__Problem requirements__: Copy the entries below verbatim, omitting any pictures they contain.

__Data excerpts__:

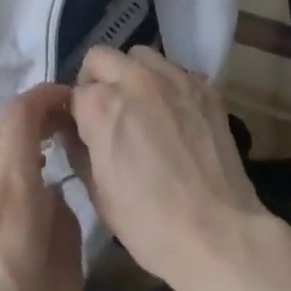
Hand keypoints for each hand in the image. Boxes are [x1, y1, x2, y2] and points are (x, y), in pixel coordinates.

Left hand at [0, 83, 82, 290]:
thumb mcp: (66, 280)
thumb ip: (64, 221)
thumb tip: (52, 195)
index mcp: (12, 196)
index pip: (21, 115)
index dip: (46, 96)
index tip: (71, 102)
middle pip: (0, 118)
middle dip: (32, 113)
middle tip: (60, 132)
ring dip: (9, 133)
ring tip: (36, 159)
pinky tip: (9, 191)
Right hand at [70, 45, 266, 286]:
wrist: (218, 234)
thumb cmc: (149, 223)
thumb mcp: (98, 193)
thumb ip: (78, 150)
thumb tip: (73, 131)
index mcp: (101, 105)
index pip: (75, 93)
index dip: (77, 115)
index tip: (84, 132)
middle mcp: (134, 79)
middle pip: (101, 58)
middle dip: (97, 81)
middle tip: (107, 112)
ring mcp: (173, 79)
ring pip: (140, 56)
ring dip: (132, 74)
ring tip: (142, 106)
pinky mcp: (204, 88)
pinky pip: (175, 71)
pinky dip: (166, 85)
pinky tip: (173, 115)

__Your solution__:
Hand keypoints for each hand in the image. Boxes are [x1, y1, x2, y2] and points are (x, y), in pixel coordinates.

Left hand at [0, 83, 82, 290]:
thumb mcp: (66, 280)
thumb ip: (64, 221)
thumb tip: (52, 195)
index mcp: (12, 196)
index pip: (21, 115)
index dip: (46, 96)
index tip: (71, 102)
middle pip: (0, 118)
middle dip: (32, 113)
middle tip: (60, 132)
ring dip: (9, 133)
ring tip: (36, 159)
pinky tip: (9, 191)
Right hand at [70, 45, 266, 286]:
wrist: (218, 234)
thumb cmc: (149, 223)
thumb mcp: (98, 193)
thumb ip: (78, 150)
thumb tip: (73, 131)
index mcp: (101, 105)
index pip: (75, 93)
index dip: (77, 115)
index tip: (84, 132)
middle mcp: (134, 79)
middle pip: (101, 58)
middle dip: (97, 81)
middle tip: (107, 112)
ring mcp: (173, 79)
ring pip: (140, 56)
ring dip: (132, 74)
ring tip: (142, 106)
pinky mcp: (204, 88)
pinky pip: (175, 71)
pinky dip: (166, 85)
pinky tip: (173, 115)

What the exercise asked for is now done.